Monica, played by the movie’s Writer/Director Sujata Day, is an Indian-American woman stuck living in her mother’s house while in her mid-twenties. Her only work consists of tutoring young students, particularly a young girl who’s being forced by her mother to train for spelling bees against her will.
Monica’s father recently passed away, and as she and the rest of their relatives prepare a memorial service for him, they are confronted with a rare visit home by her brother Sonny (Ritesh Rajan). Sonny has bipolar disorder and works as a personal trainer, believing that he is a disappointment to his parents even though Monica is also wasting the potential she has to be a chemical engineer.

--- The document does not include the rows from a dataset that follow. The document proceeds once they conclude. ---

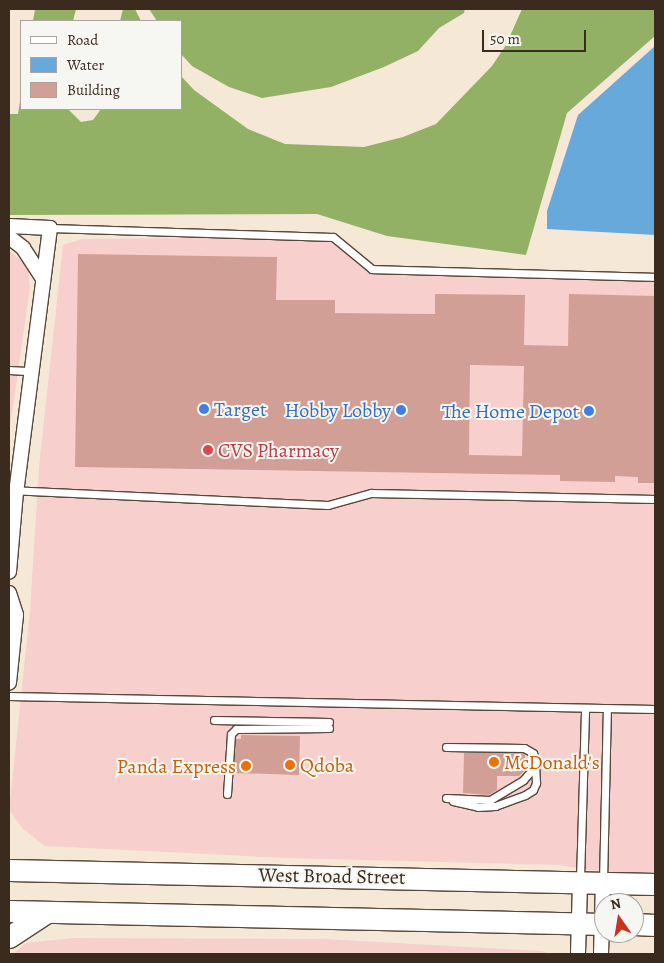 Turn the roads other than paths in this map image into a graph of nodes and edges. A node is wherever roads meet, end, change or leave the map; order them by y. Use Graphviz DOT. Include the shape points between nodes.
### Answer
graph roads {
  1 [pos="9,226"];
  2 [pos="50,228"];
  3 [pos="9,237"];
  4 [pos="655,277"];
  5 [pos="43,279"];
  6 [pos="9,370"];
  7 [pos="32,372"];
  8 [pos="12,491"];
  9 [pos="655,499"];
  10 [pos="9,572"];
  11 [pos="9,593"];
  12 [pos="9,683"];
  13 [pos="9,696"];
  14 [pos="585,708"];
  15 [pos="607,708"];
  16 [pos="655,709"];
  17 [pos="214,720"];
  18 [pos="446,747"];
  19 [pos="535,760"];
  20 [pos="227,794"];
  21 [pos="9,870"];
  22 [pos="580,881"];
  23 [pos="603,882"];
  24 [pos="655,884"];
  25 [pos="603,893"];
  26 [pos="9,911"];
  27 [pos="47,912"];
  28 [pos="579,923"];
  29 [pos="594,924"];
  30 [pos="9,937"];
  31 [pos="578,954"];
  1 -- 2 [label="street"];
  2 -- 4 [label="lane" via="333,237 372,269"];
  2 -- 5 [label="street"];
  3 -- 5 [label="street" via="23,248"];
  5 -- 7 [label="street"];
  6 -- 7 [label="lane"];
  7 -- 8 [label="street"];
  8 -- 9 [label="lane" via="328,505 371,494"];
  8 -- 10 [label="street"];
  11 -- 12 [label="street" via="16,615"];
  13 -- 14 [label="lane"];
  14 -- 15 [label="lane"];
  14 -- 22 [label="lane"];
  15 -- 16 [label="lane"];
  15 -- 23 [label="lane"];
  17 -- 20 [label="lane" via="329,725 236,729 231,734"];
  18 -- 19 [label="lane" via="524,748 533,753"];
  19 -- 19 [label="lane" via="533,769 522,780 490,800 446,798 478,807 495,806 525,795 536,783"];
  21 -- 22 [label="main road, West Broad Street"];
  22 -- 23 [label="main road, West Broad Street"];
  22 -- 28 [label="street"];
  23 -- 24 [label="main road, West Broad Street"];
  23 -- 25 [label="street"];
  26 -- 27 [label="main road, West Broad Street"];
  27 -- 28 [label="main road, West Broad Street"];
  27 -- 30 [label="main road"];
  28 -- 29 [label="main road, West Broad Street"];
  28 -- 31 [label="street"];
}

Monica spends her days outside of tutoring smoking marijuana, creating paintings and hanging out with her best friend, who encourages her to start making forward progress with her life. She also begins a casual sexual relationship with a young Asian man, upsetting Sonny, who keeps interfering in their dates.
As the week passes, Sonny becomes ever more unpredictable with his temper, putting their mother at risk. Will Monica manage to keep him under control? Will she ever get her life in gear?
It’s clear that DEFINITION PLEASE is a passion project for Sujata Day, as she writes, directs and produces as well as stars. However, her competent acting as Monica and the sometimes fiery performance of Ritesh Rajan as her brother, Sonny, are the movie’s only real high points, as the movie dawdles through much of its storyline.
Several scenes feel like needless padding, particularly a variety show Monica and Sonny produce in the hopes of cheering up their mother when they wrongly believe she is gravely ill. Monica also seems to be lacking in any sense of moral values. For example, she engages in casual sex in a car with one man while staring lustfully at other men at two other points in the movie, not to mention her marijuana habit and the fact that she even teaches her own mother how to smoke it. Sadly, the movie also has lots of strong foul language. All this makes DEFINITION PLEASE suitable only for adults. Whether DEFINITION PLEASE can find an audience on Netflix for such a plodding plot with containing such immoral behavior is another question entirely.